Tuesday 2:35 p.m.–3:05 p.m.

When is it good to be bad? Web scraping and data analysis of NHL penalties

Wendy Grus

Audience level:


On Jan. 20, Philadelphia Flyers forward Zac Rinaldo was ejected from a game after boarding Penguins defenseman Kris Letang. The Flyers came back to win. After the game, Rinaldo said he "changed the game" (for which he was suspended 8 games). Using Python for webscraping and data analysis, I explore data from 10 NHL seasons to investigate how hockey penalties affect the outcome of the game.
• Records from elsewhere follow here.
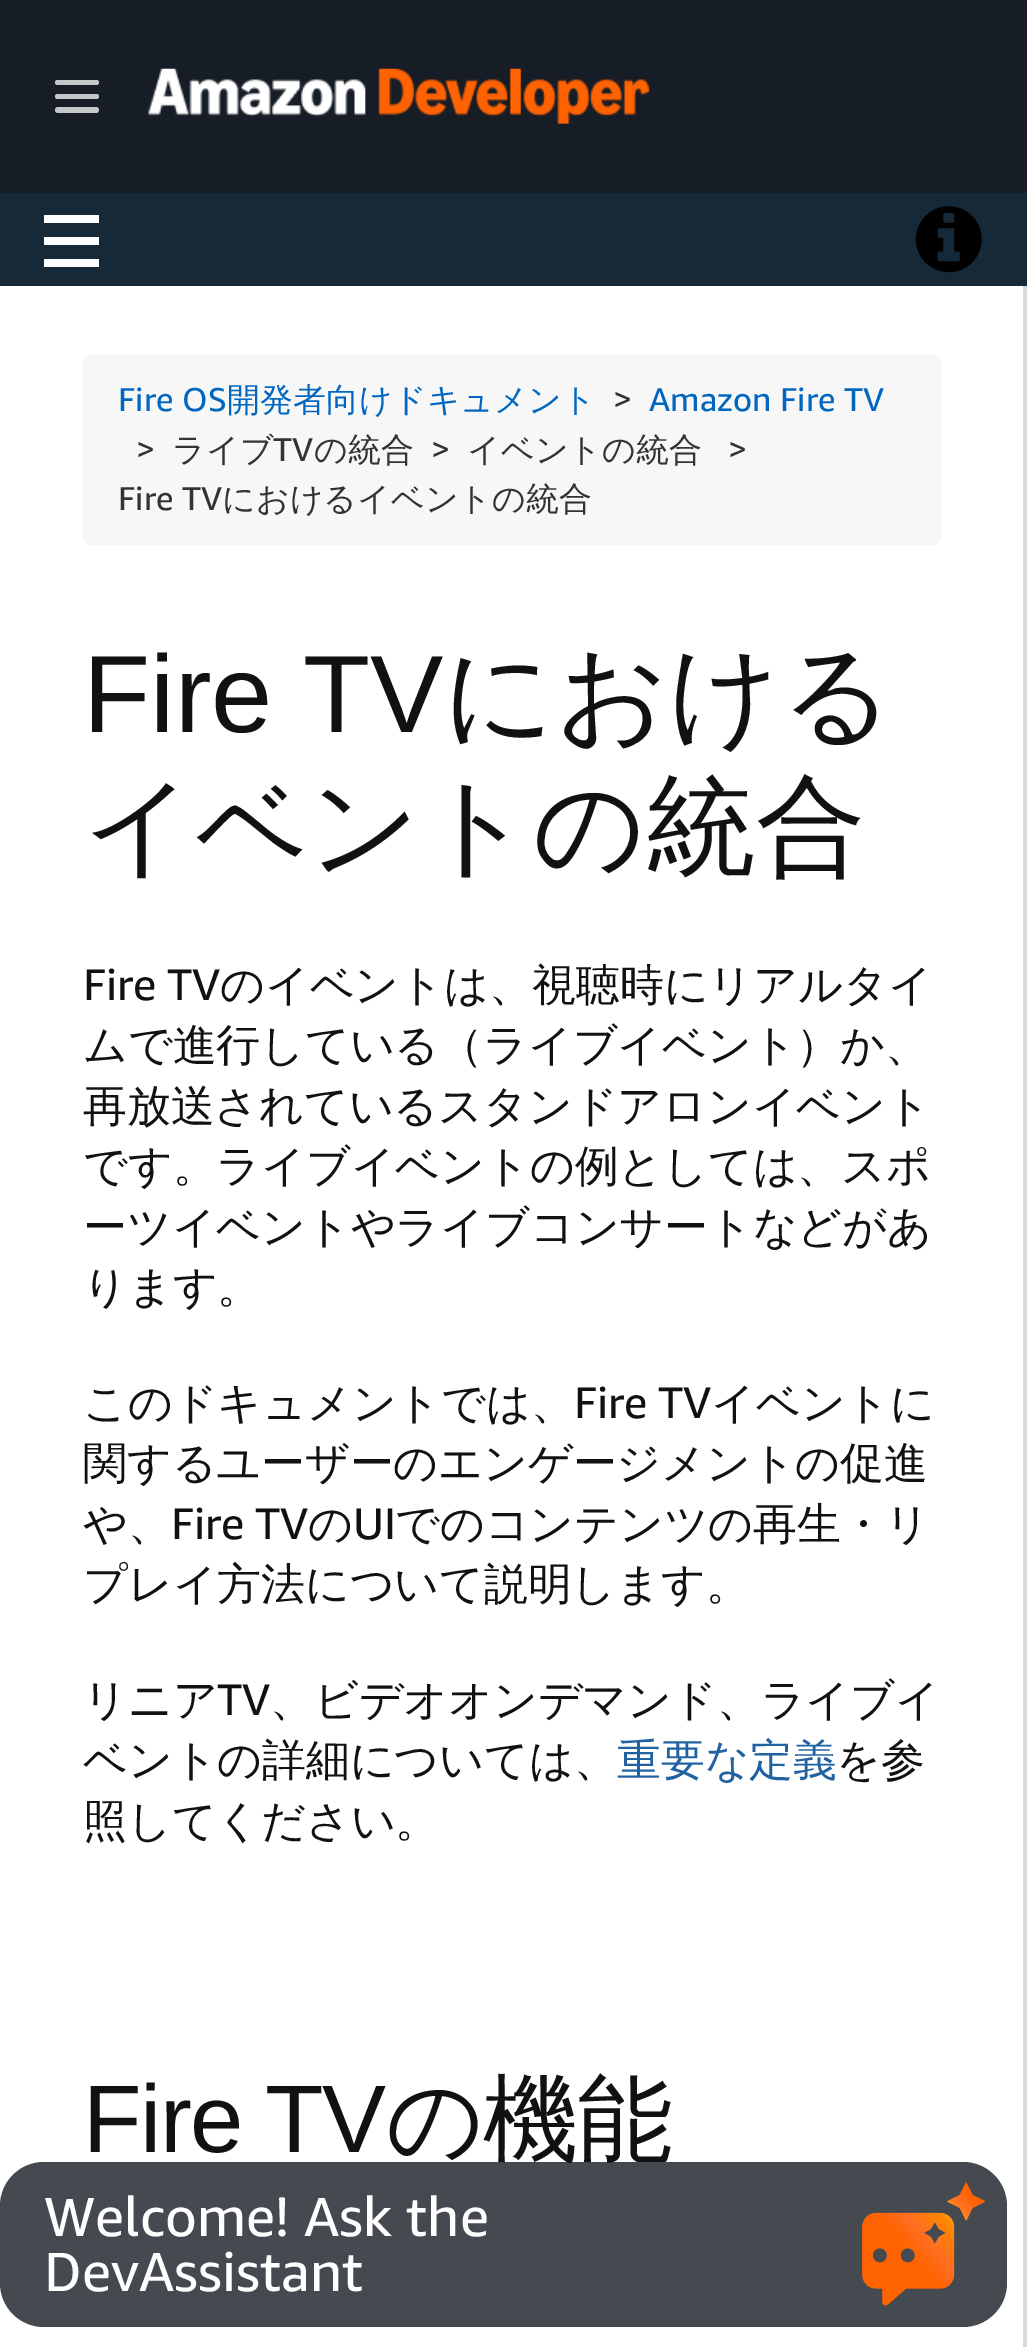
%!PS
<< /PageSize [1027 2347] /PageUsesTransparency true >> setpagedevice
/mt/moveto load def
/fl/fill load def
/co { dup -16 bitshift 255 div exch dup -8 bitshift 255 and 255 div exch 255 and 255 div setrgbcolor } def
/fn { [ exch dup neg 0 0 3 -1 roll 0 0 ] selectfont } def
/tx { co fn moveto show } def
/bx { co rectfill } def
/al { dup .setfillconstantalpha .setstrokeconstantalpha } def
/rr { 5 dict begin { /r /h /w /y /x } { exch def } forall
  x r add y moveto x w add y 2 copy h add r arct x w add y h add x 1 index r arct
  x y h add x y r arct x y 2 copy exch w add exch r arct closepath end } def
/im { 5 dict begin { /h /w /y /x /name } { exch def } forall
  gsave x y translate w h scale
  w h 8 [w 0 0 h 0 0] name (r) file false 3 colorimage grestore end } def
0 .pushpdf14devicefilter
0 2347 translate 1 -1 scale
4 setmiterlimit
0 0 1027 2347 16#152939 bx
0 0 1027 193 16#161D26 bx
16#C5C6C9 co
55 80 44 5 2.5 rr fl
55 94 44 5 2.5 rr fl
55 107 44 6 3 rr fl
(media/1.raw) 148 68 502 56 im
44 215 55 8 16#FFFFFF bx
44 237 55 8 16#FFFFFF bx
44 259 55 8 16#FFFFFF bx
(media/2.raw) 915 206 67 67 im
0 286 1023 2061 16#FFFFFF bx
16#F7F7F7 co
83 355 858 190 8 rr fl
1023 286 4 2061 16#DBD8D8 bx
(Fire OS) 118 411 /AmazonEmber-Regular 33 16#0066C0 tx
(開発者向けドキュメント) 227 411 /WenQuanYiZenHei-Medium 33 16#0066C0 tx
(>) 613 411 /AmazonEmber-Regular 33 16#333333 tx
(Amazon Fire TV) 649 411 /AmazonEmber-Regular 33 16#0066C0 tx
(>) 136 461 /AmazonEmber-Regular 33 16#333333 tx
(ライブ) 172 461 /WenQuanYiZenHei-Medium 33 16#333333 tx
(TV) 273 461 /AmazonEmber-Regular 33 16#333333 tx
(の統合) 314 461 /WenQuanYiZenHei-Medium 33 16#333333 tx
(>) 431 461 /AmazonEmber-Regular 33 16#333333 tx
(イベントの統合) 467 461 /WenQuanYiZenHei-Medium 33 16#333333 tx
(>) 728 461 /AmazonEmber-Regular 33 16#333333 tx
(Fire TV) 118 510 /AmazonEmber-Regular 33 16#333333 tx
(におけるイベントの統合) 222 510 /WenQuanYiZenHei-Medium 33 16#333333 tx
(Fire TV) 83 732 /LiberationSans-Regular 110 16#111111 tx
(における) 443 732 /WenQuanYiZenHei-Medium 110 16#111111 tx
(イベントの統合) 83 864 /WenQuanYiZenHei-Medium 110 16#111111 tx
/AmazonEmber-Regular 44 fn
83 1000 mt -.25 0 (Fire TV) ashow
/WenQuanYiZenHei-Medium 44 fn
220 1000 mt -.25 0 (のイベントは、視聴時にリアルタイ) ashow
83 1060 mt -.25 0 (ムで進行している（ライブイベント）か、) ashow
83 1121 mt -.25 0 (再放送されているスタンドアロンイベント) ashow
83 1181 mt -.25 0 (です。ライブイベントの例としては、スポ) ashow
83 1242 mt -.25 0 (ーツイベントやライブコンサートなどがあ) ashow
83 1302 mt -.25 0 (ります。) ashow
83 1418 mt -.25 0 (このドキュメントでは、) ashow
/AmazonEmber-Regular 44 fn
574 1418 mt -.25 0 (Fire TV) ashow
/WenQuanYiZenHei-Medium 44 fn
711 1418 mt -.25 0 (イベントに) ashow
83 1478 mt -.25 0 (関するユーザーのエンゲージメントの促進) ashow
83 1539 mt -.25 0 (や、) ashow
/AmazonEmber-Regular 44 fn
171 1539 mt -.25 0 (Fire TV) ashow
/WenQuanYiZenHei-Medium 44 fn
308 1539 mt -.25 0 (の) ashow
/AmazonEmber-Regular 44 fn
353 1539 mt -.25 0 (UI) ashow
/WenQuanYiZenHei-Medium 44 fn
395 1539 mt -.25 0 (でのコンテンツの再生・リ) ashow
83 1599 mt -.25 0 (プレイ方法について説明します。) ashow
83 1715 mt -.25 0 (リニア) ashow
/AmazonEmber-Regular 44 fn
217 1715 mt -.25 0 (TV) ashow
/WenQuanYiZenHei-Medium 44 fn
270 1715 mt -.25 0 (、ビデオオンデマンド、ライブイ) ashow
83 1775 mt -.25 0 (ベントの詳細については、) ashow
16#2162A1 co
617 1775 mt -.25 0 (重要な定義) ashow
16#111111 co
836 1775 mt -.25 0 (を参) ashow
83 1836 mt -.25 0 (照してください。) ashow
/LiberationSans-Regular 96 fn
83 2152 mt -3 0 32 -1.5 0 (Fire TV) awidthshow
/WenQuanYiZenHei-Medium 96 fn
386 2152 mt -1.5 0 (の機能) ashow
0.8 al
16#161D26 co
0 2162 1007 165 44 rr fl
1 al
(Welcome! Ask the) 44 2236 /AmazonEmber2-Regular 55 16#FFFFFF tx
(DevAssistant) 44 2291 /AmazonEmber2-Regular 55 16#FFFFFF tx
(media/3.raw) 862 2182 124 124 im
.poppdf14devicefilter showpage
In hockey, most penalties cause your team to have to play down a player, giving a decisive advantage to your opponents. Here I explore whether there is ever a case when penalties are an advantage. (Unfortunately, I won't be talking about hockey fights, as those usually result in a player lost for both teams - you can't fight yourself!) This talk will focus primarily on the process of getting the penalty, player, team, and game data and less on data analysis. At the end, I will describe regression models that describe how getting a penalty affects the outcome of the game for your team, ie "When is it good to be bad?" I explored NHL penalty data from the past 8 complete seasons. I built parsers to get the same team, player, and penalty information from each game from the play-by-play recaps. I also got player stats from the same seasons so that player strength could be included in the models. I will discuss some examples of data joining and data cleaning. For the models, I will look at three outcomes: (1) positive change, where the state of the game for the team who got the penalty improves, (2) next goal, where the team who got the penalty scores the next goal, and (3) score differential, the change in score differential from the time of the penalty to the end of regulation.